### EXERCISE DETAILS
The task calls for an exact copy of the records, without any images.
______________________________
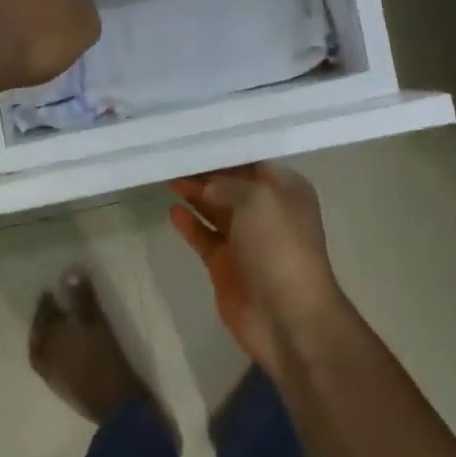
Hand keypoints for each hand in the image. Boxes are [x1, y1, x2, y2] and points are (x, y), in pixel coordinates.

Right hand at [169, 163, 348, 372]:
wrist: (288, 317)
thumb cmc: (279, 248)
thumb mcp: (258, 200)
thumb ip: (227, 185)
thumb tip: (206, 187)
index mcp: (285, 191)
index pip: (251, 161)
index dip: (224, 152)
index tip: (193, 139)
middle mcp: (267, 211)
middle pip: (230, 184)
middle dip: (204, 172)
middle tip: (172, 157)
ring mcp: (246, 240)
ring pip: (215, 209)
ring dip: (194, 194)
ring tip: (167, 176)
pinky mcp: (226, 265)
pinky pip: (204, 237)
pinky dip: (189, 224)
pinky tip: (172, 210)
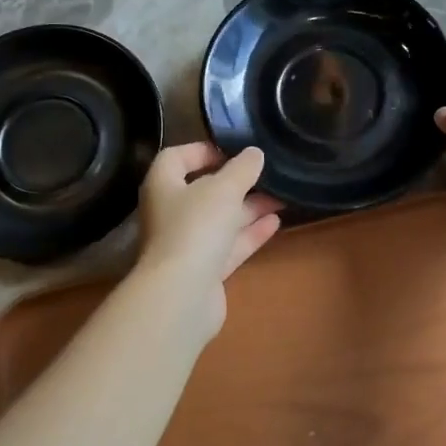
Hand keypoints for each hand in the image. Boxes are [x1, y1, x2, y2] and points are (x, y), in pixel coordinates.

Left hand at [135, 142, 283, 335]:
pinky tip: (276, 222)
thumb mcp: (224, 189)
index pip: (176, 158)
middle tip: (267, 174)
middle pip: (203, 190)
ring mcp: (187, 244)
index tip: (233, 150)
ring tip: (282, 196)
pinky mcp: (204, 270)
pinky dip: (250, 233)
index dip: (202, 150)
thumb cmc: (196, 227)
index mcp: (163, 186)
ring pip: (220, 220)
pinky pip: (229, 245)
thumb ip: (242, 168)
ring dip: (249, 207)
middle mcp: (170, 213)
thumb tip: (254, 153)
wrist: (182, 295)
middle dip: (236, 182)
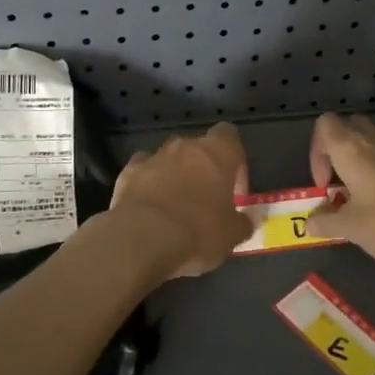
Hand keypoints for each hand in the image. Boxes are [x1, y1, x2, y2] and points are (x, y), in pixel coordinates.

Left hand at [99, 123, 253, 279]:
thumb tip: (246, 221)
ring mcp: (154, 156)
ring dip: (174, 176)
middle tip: (205, 202)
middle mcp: (185, 145)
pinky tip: (149, 207)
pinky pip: (143, 171)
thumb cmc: (198, 232)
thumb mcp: (231, 236)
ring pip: (169, 159)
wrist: (142, 238)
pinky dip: (147, 184)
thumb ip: (242, 223)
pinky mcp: (128, 171)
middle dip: (202, 170)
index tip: (233, 189)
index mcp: (217, 152)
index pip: (229, 136)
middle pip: (198, 148)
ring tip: (175, 208)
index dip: (234, 160)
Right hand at [306, 112, 374, 273]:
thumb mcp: (351, 228)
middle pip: (349, 128)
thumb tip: (309, 222)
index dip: (316, 151)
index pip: (324, 124)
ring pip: (373, 142)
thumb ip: (326, 221)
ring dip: (361, 163)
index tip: (325, 184)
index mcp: (351, 148)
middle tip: (340, 185)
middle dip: (338, 152)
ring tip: (362, 199)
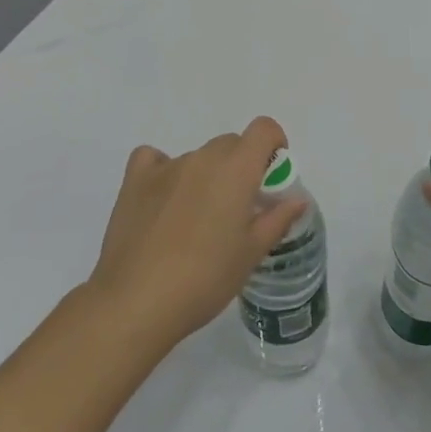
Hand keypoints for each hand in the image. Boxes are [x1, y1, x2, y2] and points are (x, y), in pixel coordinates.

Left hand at [87, 116, 308, 346]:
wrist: (137, 302)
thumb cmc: (205, 278)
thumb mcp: (251, 254)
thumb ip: (277, 219)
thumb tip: (297, 200)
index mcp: (236, 169)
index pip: (263, 129)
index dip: (273, 143)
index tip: (272, 174)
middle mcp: (202, 158)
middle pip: (231, 144)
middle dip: (241, 166)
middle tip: (238, 208)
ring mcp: (165, 167)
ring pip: (197, 157)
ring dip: (206, 175)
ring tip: (197, 220)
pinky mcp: (134, 181)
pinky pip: (154, 159)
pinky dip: (163, 170)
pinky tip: (163, 198)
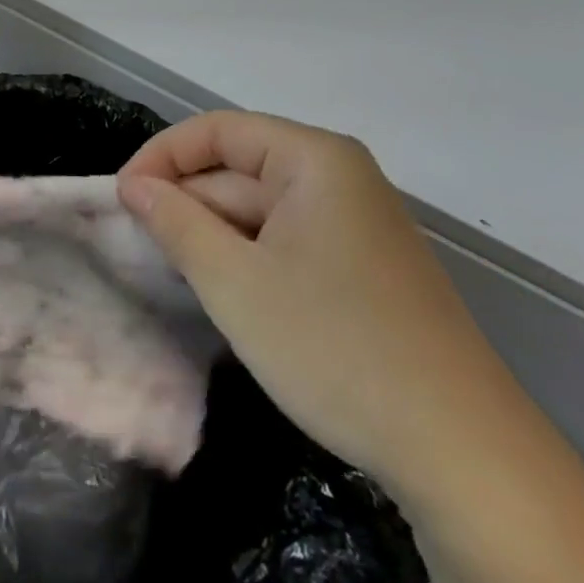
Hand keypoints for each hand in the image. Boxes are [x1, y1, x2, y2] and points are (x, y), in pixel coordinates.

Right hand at [118, 112, 500, 495]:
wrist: (462, 452)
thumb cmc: (335, 348)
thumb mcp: (236, 283)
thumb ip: (177, 223)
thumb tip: (135, 185)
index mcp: (314, 158)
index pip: (219, 130)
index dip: (162, 157)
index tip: (121, 199)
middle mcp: (339, 177)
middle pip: (240, 168)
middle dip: (187, 201)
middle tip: (137, 244)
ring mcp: (355, 223)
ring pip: (261, 209)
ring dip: (214, 233)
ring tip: (173, 271)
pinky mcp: (362, 266)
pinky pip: (287, 241)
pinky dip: (248, 258)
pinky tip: (226, 293)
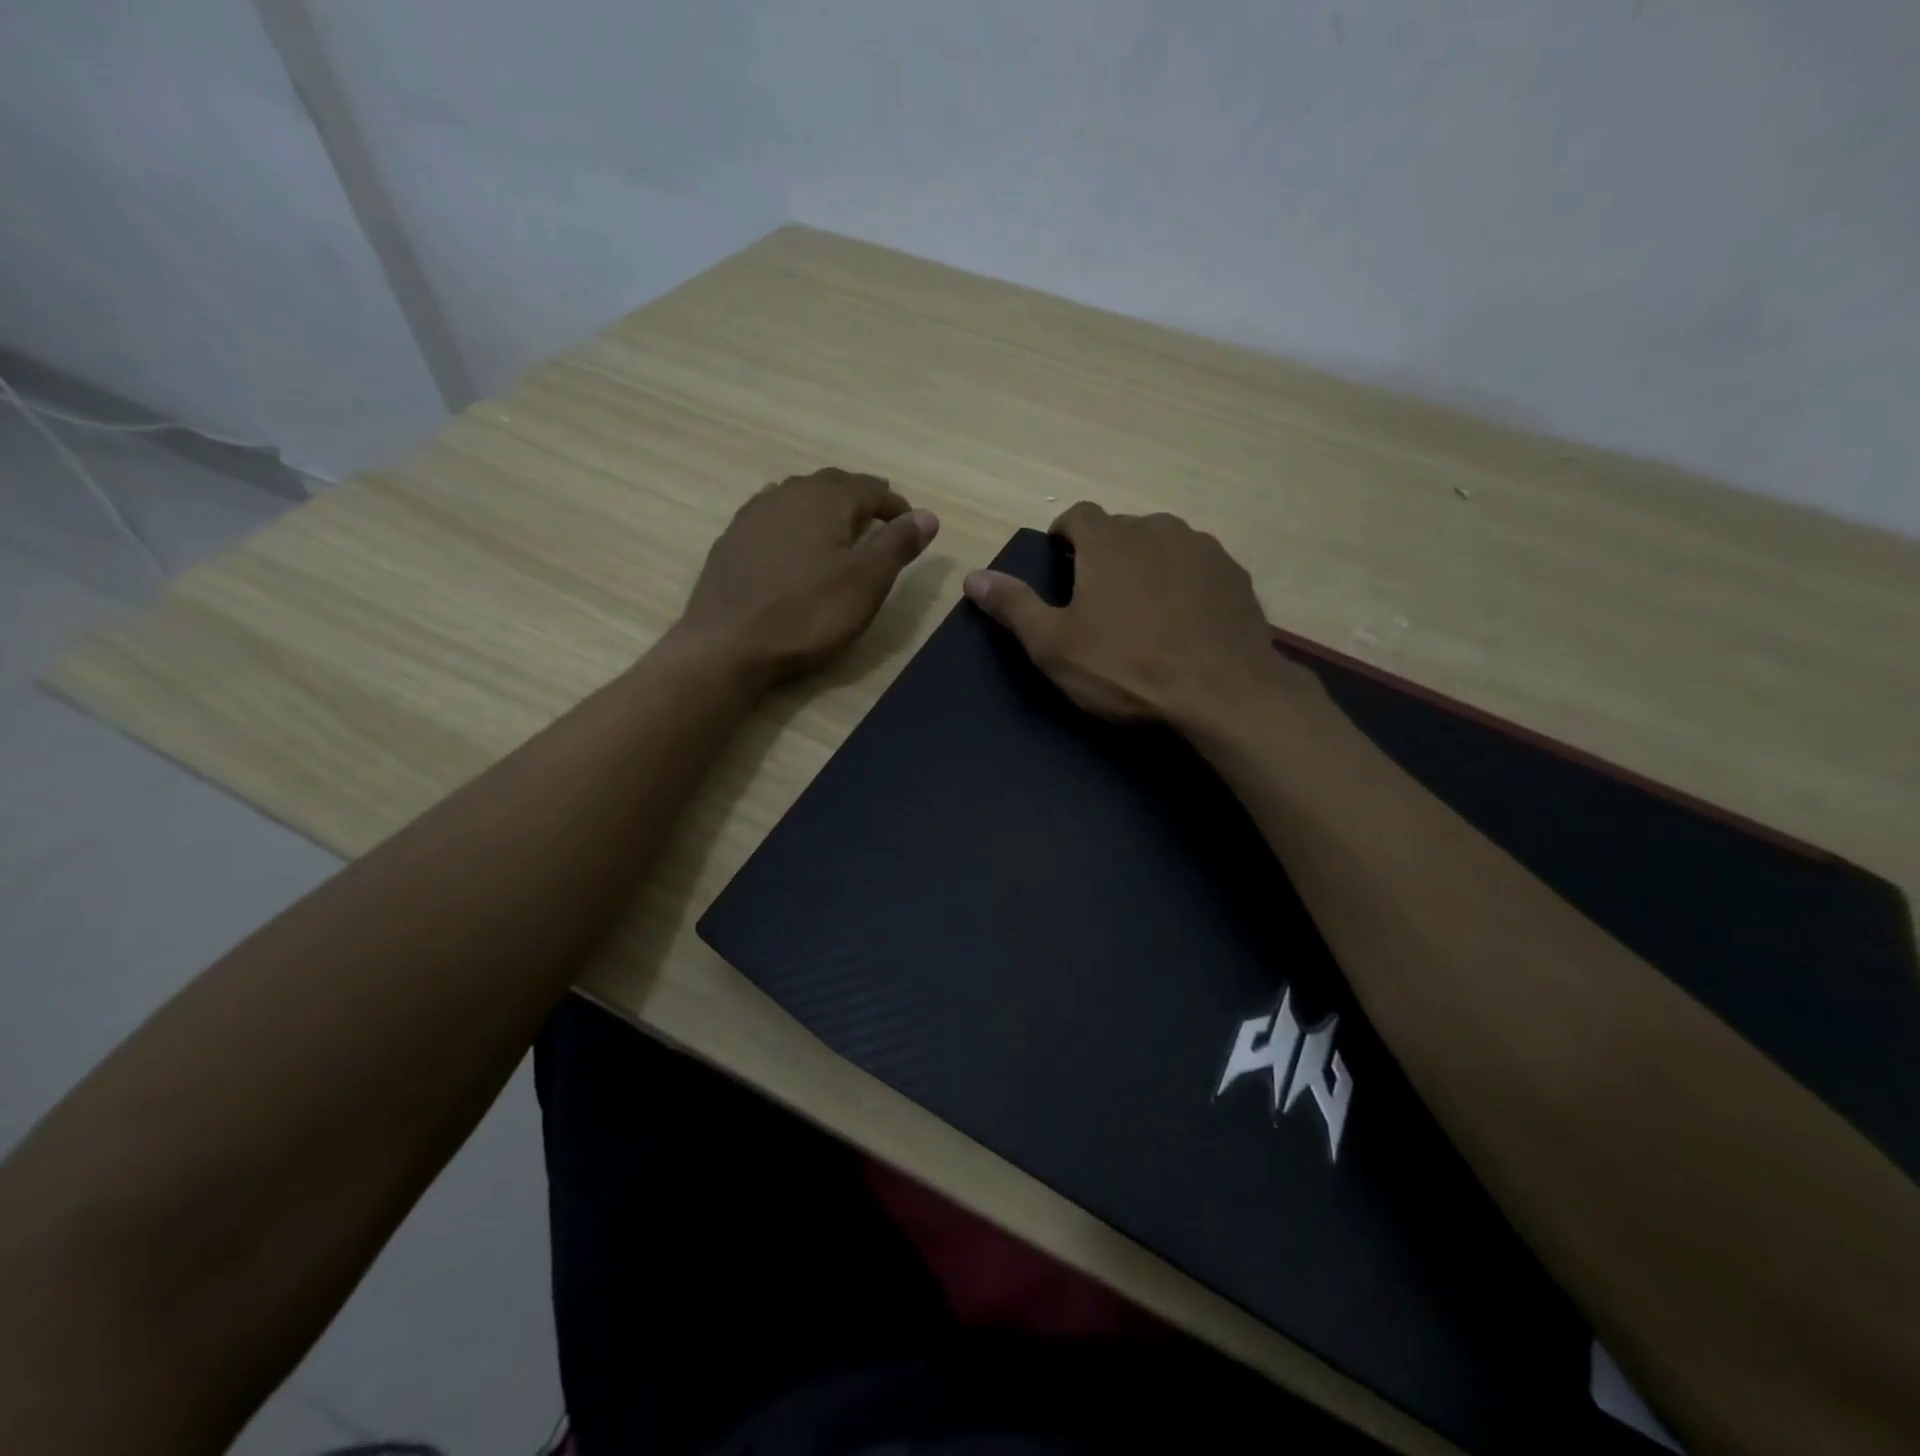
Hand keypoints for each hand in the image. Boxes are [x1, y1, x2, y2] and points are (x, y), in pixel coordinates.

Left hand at [677, 468, 938, 683]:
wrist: (729, 643)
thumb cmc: (809, 614)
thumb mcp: (867, 582)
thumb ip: (898, 544)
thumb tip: (928, 515)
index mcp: (827, 500)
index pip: (871, 489)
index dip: (895, 506)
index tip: (911, 524)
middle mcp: (789, 494)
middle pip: (833, 484)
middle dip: (860, 497)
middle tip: (879, 517)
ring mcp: (755, 514)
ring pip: (799, 495)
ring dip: (824, 504)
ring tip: (839, 526)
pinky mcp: (732, 539)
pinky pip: (772, 515)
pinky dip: (793, 520)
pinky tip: (792, 539)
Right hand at [963, 502, 1292, 729]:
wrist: (1222, 692)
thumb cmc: (1126, 667)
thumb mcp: (1054, 645)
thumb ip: (1013, 606)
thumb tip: (972, 577)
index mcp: (1108, 540)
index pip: (1078, 514)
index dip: (1064, 535)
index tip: (1060, 562)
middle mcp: (1157, 529)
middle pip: (1121, 530)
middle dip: (1105, 554)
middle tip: (1098, 599)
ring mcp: (1203, 549)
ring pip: (1163, 545)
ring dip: (1147, 566)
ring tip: (1143, 611)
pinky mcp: (1235, 576)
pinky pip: (1198, 569)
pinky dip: (1184, 584)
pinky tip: (1184, 622)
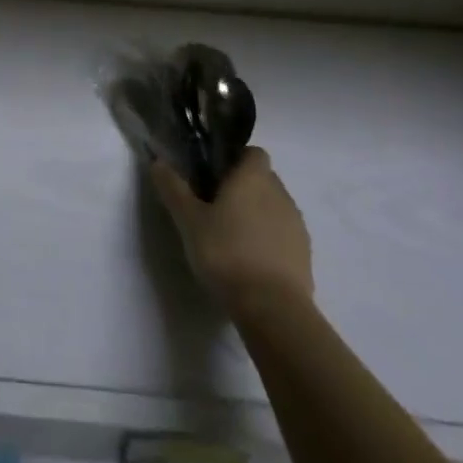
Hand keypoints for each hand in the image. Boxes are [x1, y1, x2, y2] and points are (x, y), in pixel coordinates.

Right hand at [150, 147, 313, 313]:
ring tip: (231, 238)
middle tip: (214, 207)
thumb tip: (157, 162)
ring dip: (257, 215)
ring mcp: (297, 226)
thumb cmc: (226, 253)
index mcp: (254, 177)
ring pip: (274, 208)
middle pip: (263, 179)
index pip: (253, 152)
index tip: (213, 176)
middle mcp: (280, 193)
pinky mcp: (305, 257)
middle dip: (243, 188)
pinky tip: (249, 262)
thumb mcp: (188, 220)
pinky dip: (269, 241)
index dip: (235, 159)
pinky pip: (283, 236)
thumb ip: (173, 188)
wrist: (273, 310)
______________________________
### ANSWER BOX
Hand keypoints for each hand in the image. Boxes are [x1, y1, x2, y2] and points are (x, y), in pixel coordinates.

Right hand at [169, 163, 348, 372]:
wrist: (288, 317)
thumb cmc: (279, 248)
thumb mcp: (258, 200)
thumb ip: (227, 185)
thumb tip: (206, 187)
index mcp: (285, 191)
index pip: (251, 161)
index dip: (224, 152)
index tip: (193, 139)
middle mcp: (267, 211)
middle pip: (230, 184)
middle dip: (204, 172)
middle tip: (172, 157)
ring mcp: (246, 240)
ring pip: (215, 209)
ring dip: (194, 194)
ring tip: (167, 176)
pinky mcp: (226, 265)
pinky pip: (204, 237)
pinky dip: (189, 224)
pinky tip: (172, 210)
Hand keypoints for each hand in the image. Boxes are [x1, y1, x2, y2] and points are (x, y), in pixel coordinates.

Left hand at [135, 142, 283, 335]:
pinky tip: (276, 222)
thumb mcp: (224, 189)
index pip: (176, 158)
middle tip: (267, 174)
middle pip: (203, 190)
ring mcp: (187, 244)
index tip: (233, 150)
ring tip: (282, 196)
pinky mcp: (204, 270)
pinky dip: (250, 233)
index dip: (202, 150)
thumb cmc: (196, 227)
index mcp: (163, 186)
ring pip: (220, 220)
pinky pip: (229, 245)
thumb ip: (242, 168)
ring dip: (249, 207)
middle mcp: (170, 213)
thumb tip: (254, 153)
wrist: (182, 295)
middle dip: (236, 182)
Hand keypoints for each hand in the image. Boxes are [x1, y1, x2, y2] and points are (x, y), in pixel coordinates.

Left hand at [99, 123, 253, 279]:
thumb tip: (246, 221)
ring mcp: (154, 156)
ring dip: (174, 176)
middle tip: (205, 202)
middle mcp: (185, 145)
pinky tip: (149, 207)
pinky pip: (143, 171)
thumb cmc: (198, 232)
thumb mcp: (231, 236)
ring pip: (169, 159)
wrist: (142, 238)
pinky dip: (147, 184)
thumb ip: (242, 223)
pinky mcp: (128, 171)
middle dip: (202, 170)
index tip: (233, 189)
index mcp: (217, 152)
index pip: (229, 136)
middle pip: (198, 148)
ring tip: (175, 208)
index dip: (234, 160)
Right hand at [306, 112, 374, 273]:
thumb mcp: (351, 228)
middle pip: (349, 128)
thumb tip: (309, 222)
index dip: (316, 151)
index pip: (324, 124)
ring pip: (373, 142)
thumb ip: (326, 221)
ring dip: (361, 163)
index tip: (325, 184)
index mcp: (351, 148)
middle tip: (340, 185)
middle dip: (338, 152)
ring tip: (362, 199)
Hand keypoints for each hand in the image. Boxes are [x1, y1, x2, y2] and points are (x, y), in pixel coordinates.

Left hand at [87, 116, 308, 346]:
wrist: (137, 302)
thumb cmc: (205, 278)
thumb mcp: (251, 254)
thumb ip: (277, 219)
thumb tip: (297, 200)
index mcp: (236, 169)
index pip: (263, 129)
index dip: (273, 143)
index tip: (272, 174)
middle mcp: (202, 158)
middle pip: (231, 144)
middle dip: (241, 166)
middle tip: (238, 208)
ring mcp: (165, 167)
ring pip: (197, 157)
ring dip: (206, 175)
ring tip: (197, 220)
pinky mcp: (134, 181)
pinky pip: (154, 159)
pinky dip: (163, 170)
pinky tip: (163, 198)
Hand keypoints for each hand in the image. Boxes are [x1, y1, x2, y2] and points are (x, y), in pixel coordinates.

Right hand at [118, 112, 500, 495]:
wrist: (462, 452)
thumb cmc: (335, 348)
thumb mcp: (236, 283)
thumb ip: (177, 223)
thumb tip: (135, 185)
index mcp: (314, 158)
index pip: (219, 130)
index dip: (162, 157)
index tip: (121, 199)
middle mcp: (339, 177)
middle pip: (240, 168)
middle dip: (187, 201)
middle tip: (137, 244)
ring mcp: (355, 223)
ring pip: (261, 209)
ring dip: (214, 233)
ring tip: (173, 271)
pinky mcp: (362, 266)
pinky pip: (287, 241)
pinky dip: (248, 258)
pinky tip: (226, 293)
Hand keypoints for each hand in the image. Boxes are [x1, y1, x2, y2] and points are (x, y), in pixel coordinates.

Left hand at [677, 468, 938, 683]:
wrist: (729, 643)
thumb cmc: (809, 614)
thumb mcp: (867, 582)
thumb ip: (898, 544)
thumb tip: (928, 515)
index mcp: (827, 500)
index pip: (871, 489)
index dip: (895, 506)
index tip: (911, 524)
middle mcp: (789, 494)
middle pip: (833, 484)
middle dip: (860, 497)
middle tip: (879, 517)
ring mcp: (755, 514)
ring pip: (799, 495)
ring dip: (824, 504)
ring tip: (839, 526)
pinky mcp: (732, 539)
pinky pip: (772, 515)
pinky dip: (793, 520)
pinky tip: (792, 539)
Right hand at [963, 502, 1292, 729]:
wrist: (1222, 692)
thumb cmc: (1126, 667)
thumb mcp: (1054, 645)
thumb ip: (1013, 606)
thumb tip: (972, 577)
index mcp: (1108, 540)
index pip: (1078, 514)
index dip: (1064, 535)
index tip: (1060, 562)
middle mcp: (1157, 529)
middle pip: (1121, 530)
middle dip: (1105, 554)
middle tip: (1098, 599)
ring mcp: (1203, 549)
ring pip: (1163, 545)
ring dip: (1147, 566)
ring tip: (1143, 611)
pinky mcp: (1235, 576)
pinky pip: (1198, 569)
pinky dip: (1184, 584)
pinky tip: (1184, 622)
Hand keypoints for each hand in the image. Boxes are [x1, y1, x2, y2] and points are (x, y), in pixel coordinates.

Right hand at [150, 147, 313, 313]:
ring tip: (231, 238)
middle tip: (214, 207)
thumb tip: (157, 162)
ring dip: (257, 215)
ring mcp: (297, 226)
thumb cmc: (226, 253)
index mcp: (254, 177)
ring pip: (274, 208)
middle pip: (263, 179)
index pip: (253, 152)
index tip: (213, 176)
middle mcp: (280, 193)
pinky mcp: (305, 257)
middle dip: (243, 188)
pinky tip: (249, 262)
thumb mcp: (188, 220)
pinky dip: (269, 241)
index dip: (235, 159)
pinky pip: (283, 236)
thumb ip: (173, 188)
wrist: (273, 310)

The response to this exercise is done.